With a theme that would not leave Ryno’s head, he now had the seed of a game, but the main influence for the game mechanics came from another gatherer of treasures.
“Sultan's Library was heavily influenced by a game called Dragon's Hoard. You played as a dragon, collecting sheep and building up your hoard of treasures. It also featured an Action Point Allocation system, however it took a little too long to finish. I worked off of that general idea, but made sure the mechanics on Sultan's Library were tight enough so that the game could finish in half that time.”
“Sultan's Library plays has its own unique play-style that really makes you feel like you are wandering around an ancient desert. Since the Locations, Events and Book cards are all in the same deck, you never know what you are going to find when you go exploring."
"Each time you play you feel as if this time you have the winning strategy figured out, then you get stuck in a jungle or someone burns your book, but surely in the next game, you will do better! It also plays fairly quickly and has a lot of player interaction, which can lead to some friendly games turning ugly real quick.”
I am quite surprised by this last comment, Sultan’s Library gives the appearance of the knowledge and gentility of the learned scholar, so how exactly does this game get ugly?
“The game tends to become very heated, since there is an awful lot of give and take. Many of the Action cards are there to hinder other players and the Locations can be quite brutal as well. However, this is all balanced out by the fact that it is fairly easy to catch up to someone in the lead, so you never feel discouraged or like you can't win.”
One of the first things that grabs your attention with Sultan’s Library is the art. They say you should never judge a game by its box art but we are all guilty of being drawn into a game by the beauty and theme of its illustrations. Some game designers spend years trying to find the artist that creates the correct mood for the game, but in Ryno’s case finding his visual style for the game was easy.
“The artist for this project, Zane Atkinson, has been a good friend of mine for many years. The work that this guy does is fairly amazing, as you can see from this project, so when I moved back to South Africa I got in contact with him as soon as possible.”
Ryno wasn’t just lucky in already knowing that he had the artist he wanted; with the artist being an old friend he was able to trust him with the work.
“I felt totally comfortable leaving the entire design and art concept with him, since I can barely draw a stick figure. I knew he would be the guy that will bring Sultan's Library to life.”
In March of this year (2015) Ryno and Photon Games embarked on a Kickstarter to help launch the company, and of all the games in their repertoire Sultan’s Library seemed the obvious choice to start with.
“For my first foray into the Kickstarter jungle, I decided to go with Sultan's Library since it was a fairly low on components and I felt that it had a nice, wide appeal.”

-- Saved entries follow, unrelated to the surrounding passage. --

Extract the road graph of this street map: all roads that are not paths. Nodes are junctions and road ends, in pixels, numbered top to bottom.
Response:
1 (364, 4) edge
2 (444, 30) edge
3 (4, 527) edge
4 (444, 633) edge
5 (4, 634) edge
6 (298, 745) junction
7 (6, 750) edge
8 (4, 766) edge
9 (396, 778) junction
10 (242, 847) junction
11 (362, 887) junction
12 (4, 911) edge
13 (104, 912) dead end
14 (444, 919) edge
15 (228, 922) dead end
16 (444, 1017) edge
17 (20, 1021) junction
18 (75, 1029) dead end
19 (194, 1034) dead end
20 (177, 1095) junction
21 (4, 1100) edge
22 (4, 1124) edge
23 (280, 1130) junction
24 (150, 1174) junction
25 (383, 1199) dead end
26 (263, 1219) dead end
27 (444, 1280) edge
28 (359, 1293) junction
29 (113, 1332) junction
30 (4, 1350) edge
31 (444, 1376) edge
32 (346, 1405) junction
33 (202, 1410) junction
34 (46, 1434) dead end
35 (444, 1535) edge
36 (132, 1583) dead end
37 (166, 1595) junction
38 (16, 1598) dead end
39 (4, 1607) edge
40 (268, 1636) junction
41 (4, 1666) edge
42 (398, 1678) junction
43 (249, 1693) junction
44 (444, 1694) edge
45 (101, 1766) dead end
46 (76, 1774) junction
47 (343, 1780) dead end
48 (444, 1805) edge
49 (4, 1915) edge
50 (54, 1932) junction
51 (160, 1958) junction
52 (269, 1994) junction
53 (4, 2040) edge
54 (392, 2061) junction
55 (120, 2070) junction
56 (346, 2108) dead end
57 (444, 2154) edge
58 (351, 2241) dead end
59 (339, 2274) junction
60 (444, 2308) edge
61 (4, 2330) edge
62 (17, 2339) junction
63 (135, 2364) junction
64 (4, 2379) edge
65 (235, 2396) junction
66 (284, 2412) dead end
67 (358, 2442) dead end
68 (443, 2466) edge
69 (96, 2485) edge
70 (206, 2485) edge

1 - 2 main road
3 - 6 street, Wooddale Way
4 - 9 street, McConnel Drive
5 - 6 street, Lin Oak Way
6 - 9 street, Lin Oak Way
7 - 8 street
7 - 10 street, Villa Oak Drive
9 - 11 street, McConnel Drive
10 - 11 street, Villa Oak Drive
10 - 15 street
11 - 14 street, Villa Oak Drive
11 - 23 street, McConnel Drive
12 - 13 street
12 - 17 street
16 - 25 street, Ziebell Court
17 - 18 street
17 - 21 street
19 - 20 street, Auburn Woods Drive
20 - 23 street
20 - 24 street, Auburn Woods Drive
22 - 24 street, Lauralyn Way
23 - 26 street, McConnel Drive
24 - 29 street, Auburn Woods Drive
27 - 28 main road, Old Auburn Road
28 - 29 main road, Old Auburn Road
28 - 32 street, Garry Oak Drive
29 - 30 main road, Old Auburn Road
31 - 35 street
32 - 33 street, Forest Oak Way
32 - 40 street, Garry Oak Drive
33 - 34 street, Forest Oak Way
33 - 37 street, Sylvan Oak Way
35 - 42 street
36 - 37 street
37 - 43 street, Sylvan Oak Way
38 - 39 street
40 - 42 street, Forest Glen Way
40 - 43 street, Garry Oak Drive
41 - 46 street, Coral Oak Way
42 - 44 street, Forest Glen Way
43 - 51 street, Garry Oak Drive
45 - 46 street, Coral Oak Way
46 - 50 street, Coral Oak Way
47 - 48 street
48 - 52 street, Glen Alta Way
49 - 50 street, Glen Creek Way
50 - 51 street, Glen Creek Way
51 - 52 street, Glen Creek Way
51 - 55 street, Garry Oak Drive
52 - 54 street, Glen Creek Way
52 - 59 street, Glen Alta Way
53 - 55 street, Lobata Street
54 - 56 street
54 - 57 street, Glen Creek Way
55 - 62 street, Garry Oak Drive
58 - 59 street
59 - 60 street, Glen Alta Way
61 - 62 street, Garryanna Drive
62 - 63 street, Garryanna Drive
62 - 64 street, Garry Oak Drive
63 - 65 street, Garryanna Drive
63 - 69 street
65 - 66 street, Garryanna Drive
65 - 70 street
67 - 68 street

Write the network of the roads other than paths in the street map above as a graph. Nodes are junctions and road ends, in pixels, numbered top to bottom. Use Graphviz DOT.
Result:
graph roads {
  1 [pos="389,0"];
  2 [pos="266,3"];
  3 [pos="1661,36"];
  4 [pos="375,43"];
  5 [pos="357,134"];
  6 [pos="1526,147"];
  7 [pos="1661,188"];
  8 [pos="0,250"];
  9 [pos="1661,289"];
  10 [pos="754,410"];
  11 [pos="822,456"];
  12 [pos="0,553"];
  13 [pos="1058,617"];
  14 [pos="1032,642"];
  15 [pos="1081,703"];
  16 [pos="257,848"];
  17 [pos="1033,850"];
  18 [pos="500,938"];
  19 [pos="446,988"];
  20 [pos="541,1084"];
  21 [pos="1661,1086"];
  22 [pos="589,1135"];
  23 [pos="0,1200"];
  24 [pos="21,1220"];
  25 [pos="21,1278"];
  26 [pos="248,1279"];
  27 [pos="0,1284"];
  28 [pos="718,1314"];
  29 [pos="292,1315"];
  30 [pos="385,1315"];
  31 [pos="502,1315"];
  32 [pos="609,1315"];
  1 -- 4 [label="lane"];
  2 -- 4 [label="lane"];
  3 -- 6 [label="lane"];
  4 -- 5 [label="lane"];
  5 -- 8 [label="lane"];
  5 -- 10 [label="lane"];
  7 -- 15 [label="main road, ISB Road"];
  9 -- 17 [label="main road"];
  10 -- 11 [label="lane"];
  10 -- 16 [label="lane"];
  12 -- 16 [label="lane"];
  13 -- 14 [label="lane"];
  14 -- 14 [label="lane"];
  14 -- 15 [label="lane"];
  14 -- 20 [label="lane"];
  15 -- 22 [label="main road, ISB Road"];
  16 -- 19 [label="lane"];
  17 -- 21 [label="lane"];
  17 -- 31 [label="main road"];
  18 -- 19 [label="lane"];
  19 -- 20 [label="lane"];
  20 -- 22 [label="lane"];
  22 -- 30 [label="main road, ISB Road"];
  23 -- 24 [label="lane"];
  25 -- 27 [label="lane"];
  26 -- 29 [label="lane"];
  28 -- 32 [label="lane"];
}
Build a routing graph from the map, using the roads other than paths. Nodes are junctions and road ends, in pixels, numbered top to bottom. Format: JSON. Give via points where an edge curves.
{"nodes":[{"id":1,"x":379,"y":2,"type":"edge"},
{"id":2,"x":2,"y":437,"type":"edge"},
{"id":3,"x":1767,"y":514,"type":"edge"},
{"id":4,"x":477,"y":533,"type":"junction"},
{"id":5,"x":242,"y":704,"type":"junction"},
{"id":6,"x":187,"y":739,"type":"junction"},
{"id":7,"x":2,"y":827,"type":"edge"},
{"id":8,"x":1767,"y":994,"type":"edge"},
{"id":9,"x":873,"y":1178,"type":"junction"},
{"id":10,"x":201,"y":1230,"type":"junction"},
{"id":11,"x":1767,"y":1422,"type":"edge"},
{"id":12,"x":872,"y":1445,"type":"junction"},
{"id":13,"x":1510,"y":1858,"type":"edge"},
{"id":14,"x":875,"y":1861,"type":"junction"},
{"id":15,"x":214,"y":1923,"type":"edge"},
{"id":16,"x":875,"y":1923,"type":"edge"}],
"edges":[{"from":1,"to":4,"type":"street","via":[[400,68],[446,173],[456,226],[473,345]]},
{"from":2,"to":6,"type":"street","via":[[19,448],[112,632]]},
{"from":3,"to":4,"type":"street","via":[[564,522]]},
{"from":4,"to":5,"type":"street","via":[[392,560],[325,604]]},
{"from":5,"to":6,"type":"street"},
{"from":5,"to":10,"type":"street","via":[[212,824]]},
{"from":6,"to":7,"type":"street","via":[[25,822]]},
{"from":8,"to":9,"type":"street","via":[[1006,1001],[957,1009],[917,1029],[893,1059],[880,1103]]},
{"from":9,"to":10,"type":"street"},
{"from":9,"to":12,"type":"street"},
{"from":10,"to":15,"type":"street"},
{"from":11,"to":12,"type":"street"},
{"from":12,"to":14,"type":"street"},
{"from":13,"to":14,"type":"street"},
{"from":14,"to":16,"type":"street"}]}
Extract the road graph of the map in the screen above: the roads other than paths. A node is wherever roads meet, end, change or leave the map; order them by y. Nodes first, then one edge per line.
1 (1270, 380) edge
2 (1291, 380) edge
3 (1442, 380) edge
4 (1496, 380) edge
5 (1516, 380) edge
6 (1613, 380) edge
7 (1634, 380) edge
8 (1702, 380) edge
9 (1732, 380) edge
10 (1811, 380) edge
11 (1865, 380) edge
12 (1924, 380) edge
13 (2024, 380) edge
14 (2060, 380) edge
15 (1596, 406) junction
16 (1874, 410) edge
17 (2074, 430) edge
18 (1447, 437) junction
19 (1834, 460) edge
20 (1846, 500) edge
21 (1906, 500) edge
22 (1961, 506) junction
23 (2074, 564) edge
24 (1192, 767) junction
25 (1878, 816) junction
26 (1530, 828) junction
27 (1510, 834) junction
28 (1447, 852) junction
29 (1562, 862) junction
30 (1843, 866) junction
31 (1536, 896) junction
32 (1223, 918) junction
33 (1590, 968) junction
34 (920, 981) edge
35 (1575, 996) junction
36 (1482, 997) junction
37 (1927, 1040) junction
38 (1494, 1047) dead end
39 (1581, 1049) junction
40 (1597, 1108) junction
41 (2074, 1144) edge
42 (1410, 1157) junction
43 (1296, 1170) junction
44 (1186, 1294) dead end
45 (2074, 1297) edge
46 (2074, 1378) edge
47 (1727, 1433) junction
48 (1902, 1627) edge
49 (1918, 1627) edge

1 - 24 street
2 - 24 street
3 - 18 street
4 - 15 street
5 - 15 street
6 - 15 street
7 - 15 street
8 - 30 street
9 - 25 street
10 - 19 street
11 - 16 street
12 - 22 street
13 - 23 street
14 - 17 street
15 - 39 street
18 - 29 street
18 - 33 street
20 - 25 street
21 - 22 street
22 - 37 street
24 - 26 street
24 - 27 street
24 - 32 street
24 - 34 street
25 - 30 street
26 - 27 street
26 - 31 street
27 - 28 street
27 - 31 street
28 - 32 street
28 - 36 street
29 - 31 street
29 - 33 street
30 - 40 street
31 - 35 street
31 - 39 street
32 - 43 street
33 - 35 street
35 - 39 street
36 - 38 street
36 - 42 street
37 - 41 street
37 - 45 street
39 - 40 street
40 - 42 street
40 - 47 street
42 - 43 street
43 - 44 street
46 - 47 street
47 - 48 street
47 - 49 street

Unfortunately, things did not go according to plan, as Sultan’s Library failed to reach its funding goal. Ryno let the project run its course and is now ready to run the project again, but what has he learnt from the previous project and what went wrong?
“I learned so much during the first month after the Kickstarter went live. The main thing we did wrong was lack of promotion. I did not realize how important it was to not only have a solid product and Kickstarter page, but to have a following for your product in place before you launched. I was relying on Kickstarter itself to generate the hype for the game, which simply does not work.”
So what are Photon Games doing differently on Sultan’s Library’s second outing?
“This time around I am reaching out to reviewers about looking at the game, Daniel Zayas at the Meeple Mechanic has been especially great, as well as launching a Prefundia page for our game. Finally, we managed to lower the cost of the game significantly, by cutting out some needless components, that really should have been stretch goals to begin with, as well as doing a ton of research on various shipping methods.”